Instructions to follow: Please copy each line below that contains the string "dead".
::: Records provided
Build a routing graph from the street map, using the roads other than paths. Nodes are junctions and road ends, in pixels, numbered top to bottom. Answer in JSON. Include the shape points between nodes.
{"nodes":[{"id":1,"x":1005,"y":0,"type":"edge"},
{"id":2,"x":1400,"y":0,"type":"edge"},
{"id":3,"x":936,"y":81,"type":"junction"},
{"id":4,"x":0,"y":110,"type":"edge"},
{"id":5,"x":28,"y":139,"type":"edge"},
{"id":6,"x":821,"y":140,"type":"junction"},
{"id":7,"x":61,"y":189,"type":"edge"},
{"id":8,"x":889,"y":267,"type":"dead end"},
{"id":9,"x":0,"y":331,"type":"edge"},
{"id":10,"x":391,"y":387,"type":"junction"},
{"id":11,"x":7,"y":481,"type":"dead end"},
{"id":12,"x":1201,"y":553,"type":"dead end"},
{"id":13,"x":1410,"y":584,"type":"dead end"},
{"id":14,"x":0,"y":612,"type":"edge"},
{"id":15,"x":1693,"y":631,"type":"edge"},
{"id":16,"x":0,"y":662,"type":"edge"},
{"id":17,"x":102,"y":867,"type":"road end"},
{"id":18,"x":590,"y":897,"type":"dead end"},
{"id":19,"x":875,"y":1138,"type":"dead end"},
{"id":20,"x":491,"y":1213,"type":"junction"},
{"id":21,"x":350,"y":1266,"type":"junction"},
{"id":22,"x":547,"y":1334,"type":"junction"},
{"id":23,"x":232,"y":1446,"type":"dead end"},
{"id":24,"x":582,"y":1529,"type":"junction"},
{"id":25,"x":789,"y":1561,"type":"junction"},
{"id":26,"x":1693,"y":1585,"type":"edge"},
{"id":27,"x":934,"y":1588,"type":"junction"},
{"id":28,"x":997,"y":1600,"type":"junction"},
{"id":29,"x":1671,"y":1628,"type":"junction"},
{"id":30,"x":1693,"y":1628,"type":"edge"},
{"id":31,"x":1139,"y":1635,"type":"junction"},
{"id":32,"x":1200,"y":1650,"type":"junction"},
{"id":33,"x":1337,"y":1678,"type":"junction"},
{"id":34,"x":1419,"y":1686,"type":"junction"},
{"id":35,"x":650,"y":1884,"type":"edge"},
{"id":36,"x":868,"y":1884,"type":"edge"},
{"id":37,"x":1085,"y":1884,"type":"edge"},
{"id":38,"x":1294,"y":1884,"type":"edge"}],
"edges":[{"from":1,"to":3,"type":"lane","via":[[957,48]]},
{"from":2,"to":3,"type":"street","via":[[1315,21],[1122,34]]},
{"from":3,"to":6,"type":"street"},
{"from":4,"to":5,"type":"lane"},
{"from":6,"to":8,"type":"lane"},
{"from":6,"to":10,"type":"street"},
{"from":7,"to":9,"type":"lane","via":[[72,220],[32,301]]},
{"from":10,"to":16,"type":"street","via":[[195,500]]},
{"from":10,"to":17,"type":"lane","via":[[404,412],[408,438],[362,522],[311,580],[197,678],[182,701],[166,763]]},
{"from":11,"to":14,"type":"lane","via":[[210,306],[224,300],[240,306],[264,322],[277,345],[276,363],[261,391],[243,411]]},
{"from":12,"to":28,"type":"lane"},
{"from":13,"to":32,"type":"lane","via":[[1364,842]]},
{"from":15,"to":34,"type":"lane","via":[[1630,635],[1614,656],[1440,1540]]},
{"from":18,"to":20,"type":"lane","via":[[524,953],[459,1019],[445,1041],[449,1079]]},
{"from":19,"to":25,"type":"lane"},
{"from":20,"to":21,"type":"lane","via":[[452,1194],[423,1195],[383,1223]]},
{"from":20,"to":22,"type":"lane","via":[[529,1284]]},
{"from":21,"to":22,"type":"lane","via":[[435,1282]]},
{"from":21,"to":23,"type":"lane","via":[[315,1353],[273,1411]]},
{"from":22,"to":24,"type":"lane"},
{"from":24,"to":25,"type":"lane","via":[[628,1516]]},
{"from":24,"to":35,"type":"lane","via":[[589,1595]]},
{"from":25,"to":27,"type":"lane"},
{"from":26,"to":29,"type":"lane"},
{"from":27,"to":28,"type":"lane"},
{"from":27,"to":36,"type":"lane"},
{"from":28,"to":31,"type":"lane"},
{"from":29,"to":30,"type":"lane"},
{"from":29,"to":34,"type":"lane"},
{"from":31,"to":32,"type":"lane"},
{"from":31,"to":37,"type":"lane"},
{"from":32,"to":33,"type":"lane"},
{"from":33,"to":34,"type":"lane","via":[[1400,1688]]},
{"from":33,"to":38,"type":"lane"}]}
::::::
Written response:
{"id":8,"x":889,"y":267,"type":"dead end"},
{"id":11,"x":7,"y":481,"type":"dead end"},
{"id":12,"x":1201,"y":553,"type":"dead end"},
{"id":13,"x":1410,"y":584,"type":"dead end"},
{"id":18,"x":590,"y":897,"type":"dead end"},
{"id":19,"x":875,"y":1138,"type":"dead end"},
{"id":23,"x":232,"y":1446,"type":"dead end"},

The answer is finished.